After the Clippers fell to the the Mavericks by 51 points last Sunday, they immediately rebounded in their following two games, beating both the Timberwolves and Trail Blazers by 23 points.
A couple of days ago, the reigning Eastern Conference champs were destroyed by the Bucks, 144-97; however, the Heat impressively bounced back last night to knock off Giannis Antetokounmpo’s team by 11 points.
Not as well known but relevant to this train of thought, the Warriors began this season getting dropkicked by the Nets and Bucks by a combined 65 points, but now Stephen Curry is riding a two-game winning streak.
So as far as the Pelicans’ ugly 111-86 loss to the Suns on Tuesday...who cares?
There’s a fair amount of evidence supporting the notion that teams are more than capable of quickly bouncing back from some serious lopsided losses, but New Orleans appears to have another thing in their favor: tonight’s opponent is the Thunder, a team that was dismantled and most of their best parts shipped elsewhere during the offseason.
Don’t get me wrong, OKC has shown magnificent effort through three games under new head coach Mark Daigneault. Shai Gilgeous-Alexander is putting up a fantastic line of 23.3 points, 5.7 rebounds, 7.7 assists and 1.7 threes per game, and who wouldn’t want Luguentz Dort on their favorite team?
The Thunder came within a bucket of sitting with a 2-1 record if not for a 110-109 loss to the Jazz, but the facts say Chris Paul, Dennis Schroder, Danilo Gallinari and Steven Adams are gone. The new starting lineup consisting of Shai, George Hill, Dort, Darius Bazley and Al Horford isn’t exactly screaming playoff contender.
While it’s true that during the first several weeks or so of every new season all teams are more inspired to perform well as a collective whole, the higher talent level of New Orleans should rise to the top. The Pelicans boast two legitimate All-Star candidates in Brandon Ingram and Zion Williamson, plus at least on paper, they have a stronger supporting case in the regular rotation — yes, I’m accounting for Nicolo Melli and Jaxson Hayes — than the Thunder do around Shai and Dort.
The questions on minds right now though, can New Orleans bring the effort and defensive prowess largely witnessed in the first three games to OKC, and perhaps, show greater efficiency shooting the basketball away from the rim?

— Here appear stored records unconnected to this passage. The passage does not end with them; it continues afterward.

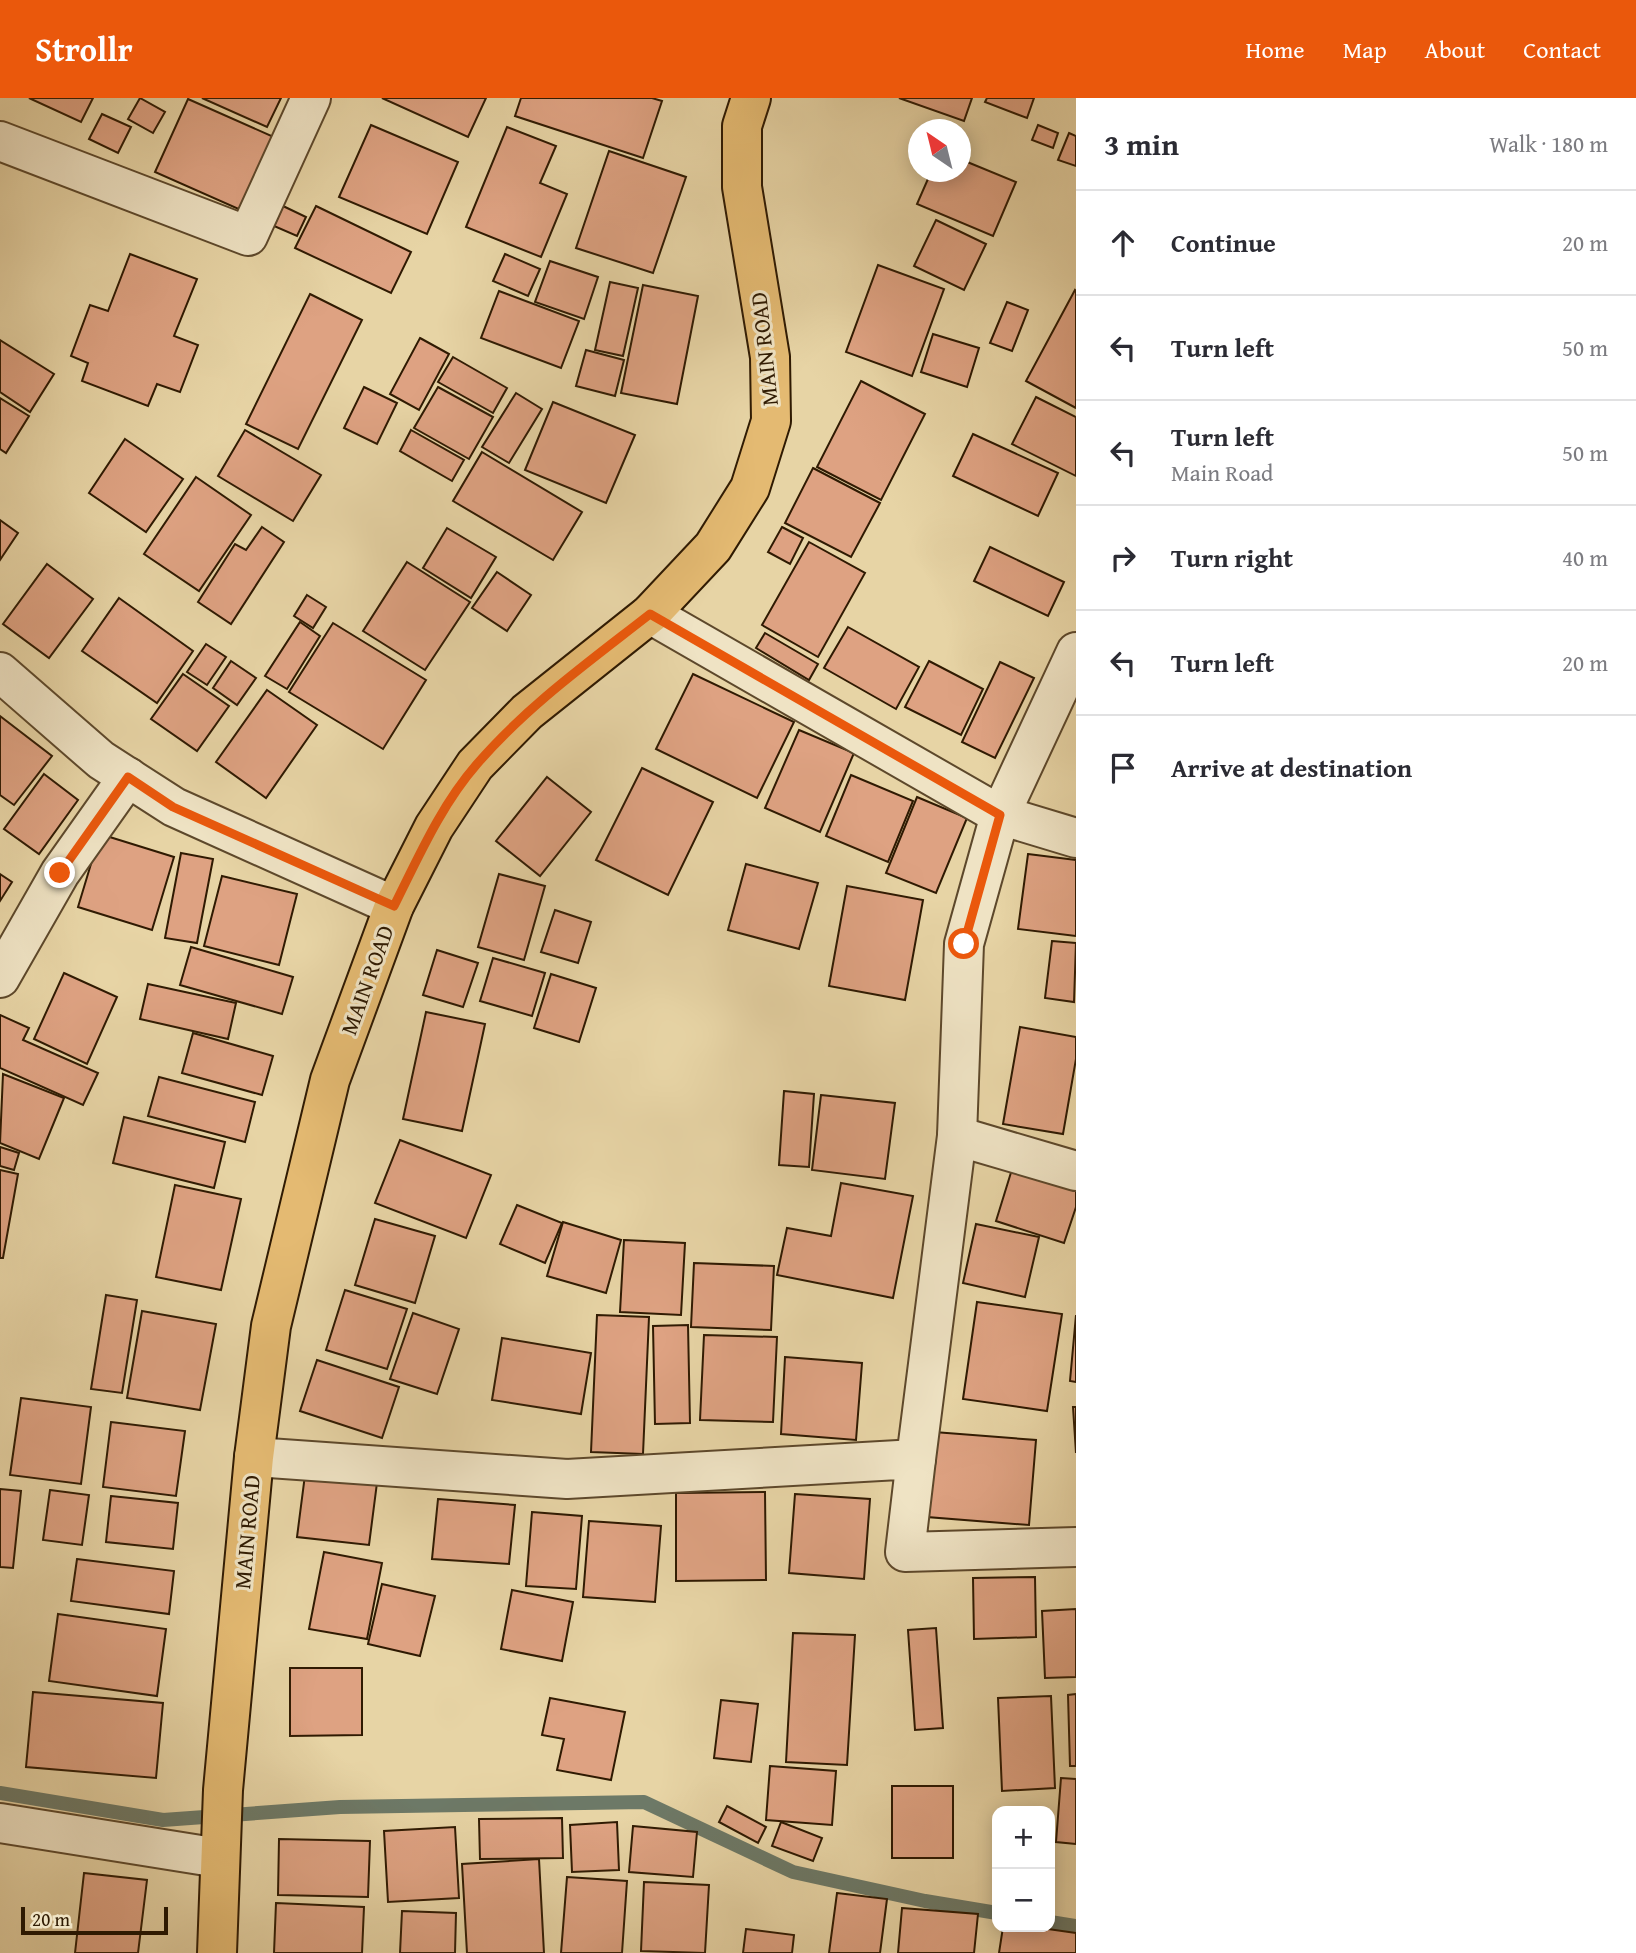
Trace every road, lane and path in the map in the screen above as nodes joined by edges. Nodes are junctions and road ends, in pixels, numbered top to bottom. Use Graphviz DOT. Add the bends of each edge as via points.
graph roads {
  1 [pos="311,98"];
  2 [pos="751,98"];
  3 [pos="0,141"];
  4 [pos="650,614"];
  5 [pos="1076,652"];
  6 [pos="0,672"];
  7 [pos="128,777"];
  8 [pos="1000,815"];
  9 [pos="1076,838"];
  10 [pos="394,906"];
  11 [pos="0,978"];
  12 [pos="957,1136"];
  13 [pos="1076,1171"];
  14 [pos="254,1457"];
  15 [pos="916,1459"];
  16 [pos="1076,1547"];
  17 [pos="0,1824"];
  18 [pos="219,1858"];
  19 [pos="217,1953"];
  1 -- 3 [label="street" via="248,236"];
  2 -- 4 [label="main road, MAIN ROAD" via="742,127 742,187 770,356 771,421 750,488 736,511 713,547"];
  4 -- 8 [label="street"];
  4 -- 10 [label="main road, MAIN ROAD" via="527,712 475,765 434,827"];
  5 -- 8 [label="street"];
  6 -- 7 [label="street" via="101,760"];
  7 -- 10 [label="street" via="173,807"];
  7 -- 11 [label="street" via="60,873"];
  8 -- 9 [label="street"];
  8 -- 12 [label="street" via="964,944"];
  10 -- 14 [label="main road, MAIN ROAD" via="330,1080 271,1326"];
  12 -- 13 [label="street"];
  12 -- 15 [label="street"];
  14 -- 15 [label="street" via="568,1479"];
  14 -- 18 [label="main road, MAIN ROAD"];
  15 -- 16 [label="street" via="905,1552"];
  17 -- 18 [label="street"];
  18 -- 19 [label="main road, MAIN ROAD"];
}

When writing this preview, I had just finished watching the Hornets beat the Mavericks by 19 points. Miles Bridges and LaMelo Ball looked like locks for the 2022 All Star Game. Seemingly anything can happen currently any given night in the NBA. Why can’t JJ Redick and Eric Bledsoe, who are much better players than they’ve shown to date, break out of their offensive slumps?
The Thunder haven’t shown a particularly effective on either offense or defense. They don’t push the ball in transition, haven’t been knocking the three-ball at a good rate nor getting enough to the free throw line.
They’re beatable, sorry Kenrich Williams.
If New Orleans handles its business, they should find themselves back over .500.
Who: New Orleans Pelicans (2-2) at OKC Thunder (1-2)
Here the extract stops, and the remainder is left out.